We have a similar problem here, with students who take a term off
and let the mail spool fill up with ${MANY} bytes of mailing list
messages which are never read anyhow. The problem was very
effectively solved by placing a .forward in the account of the user
as we disabled it:
"|/usr/local/bin/procmail /usr/local/lib/procmail/disabled.rc"
The rcfile contains, very simply (comments, etc, deleted for space):
<clip>
The filtering lets through personal mail while saving us from 90% of
the trouble caused by mailing lists. The first recipe sufficed for
most everything; there were at the time perhaps two more mailing lists
which needed the second recipe.
When I make changes, or when we just want to check how it's doing, I
create a zero-length logfile, chmod it to 666 -- the Permissions of
the Beast[tm], but needed here -- and switch #'s on the LOGFILE entries.
A few days later, I change switch them back.

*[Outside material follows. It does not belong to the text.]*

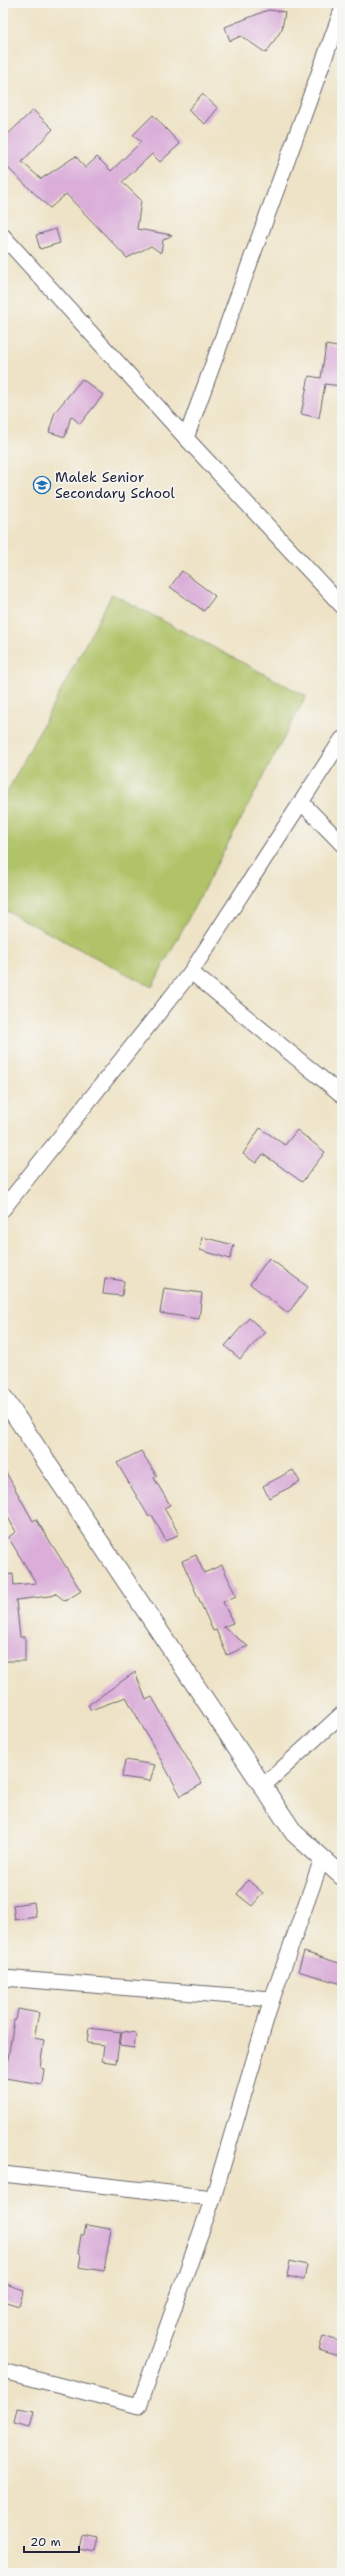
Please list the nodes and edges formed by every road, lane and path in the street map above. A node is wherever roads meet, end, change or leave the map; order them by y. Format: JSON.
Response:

Never needed formail(1) for any of it. May be completely
inappropriate for your situation, but thought it might help.
An interesting approach! I may use it in the future. However, it doesn't
quite do what I needed right now, which was to just delete the already
existing mail messages without killing the mail server with infinite forks.
I was right. I'm not subscribed, but I will be shortly...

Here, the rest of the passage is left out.